Assessment in 2021 and beyond

| 08 Dec 2020
UNSW student on computer

Written by: Professor Alex Steel, Director Teaching Strategy

In 2020 UNSW became, overnight, a digital university. Within weeks that meant we had to conduct our assessments fully online. Online open book, open web, assessment was something new to most people. We scrambled to find ways to do this. For most the answer was found in writing assessments in Moodle Quiz or in Moodle Assignment. Others used a range of specialist software.  There were some issues around academic integrity, and some problems with technical failures. But overwhelmingly, we succeeded. The students were not significantly disadvantaged, many thrived, and we all learnt new digital skills.

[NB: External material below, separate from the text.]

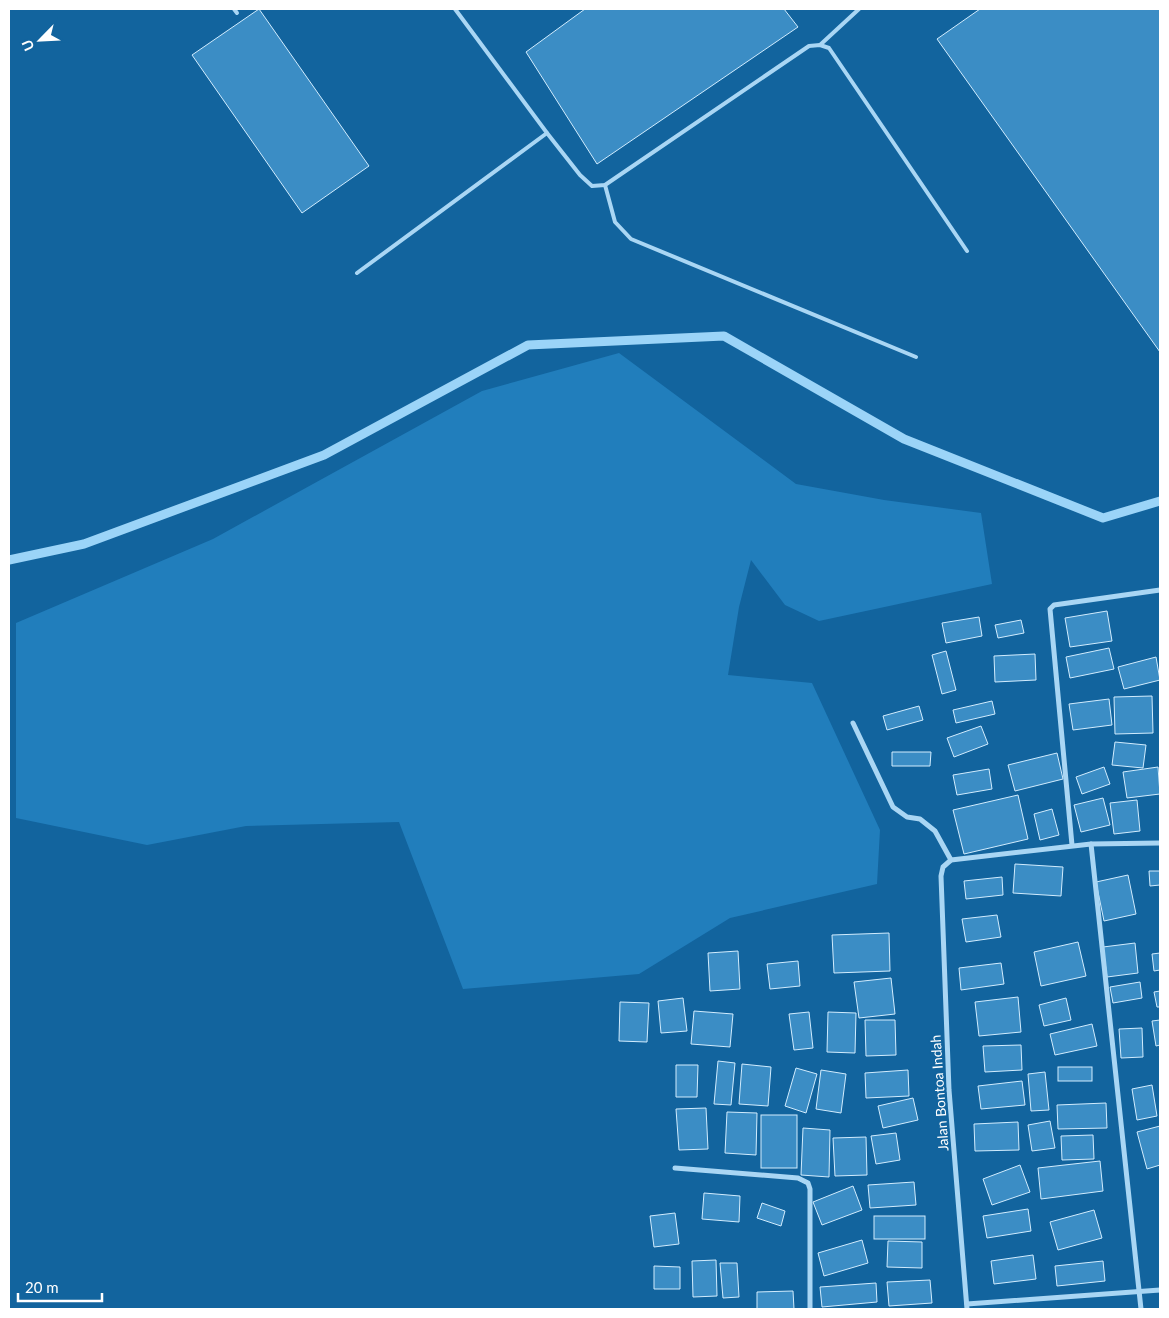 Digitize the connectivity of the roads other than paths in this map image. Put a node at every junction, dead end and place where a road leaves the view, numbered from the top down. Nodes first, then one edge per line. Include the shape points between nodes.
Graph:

This was an emergency response. It is not an approach that can continue long-term. We need to preserve from 2020 the new approaches that have succeeded and build sustainable processes to enable them to become mainstream. So, what have we learnt?

We know that students really, really, don’t want to go back to doing exams in stressful exam halls. They are even more against remote proctoring. We know that using the full range of technology available in the workforce and incorporating audio-visual stimuli can create much more authentic assessment. But we also know that this sort of assessment is harder to write than simple knowledge-based questions – and we need to be clever about how we set assessment to avoid creating increased marking burdens. We also need to work to find ways to build academic integrity measures into how we design our assessment.

Administratively, it’s clear that we need to avoid putting the running of high stakes assessment onto academics and School professional staff. This is not only a workload issue, it is also one of exam question security, consistency of student experience and student support – not to mention compliance requirements.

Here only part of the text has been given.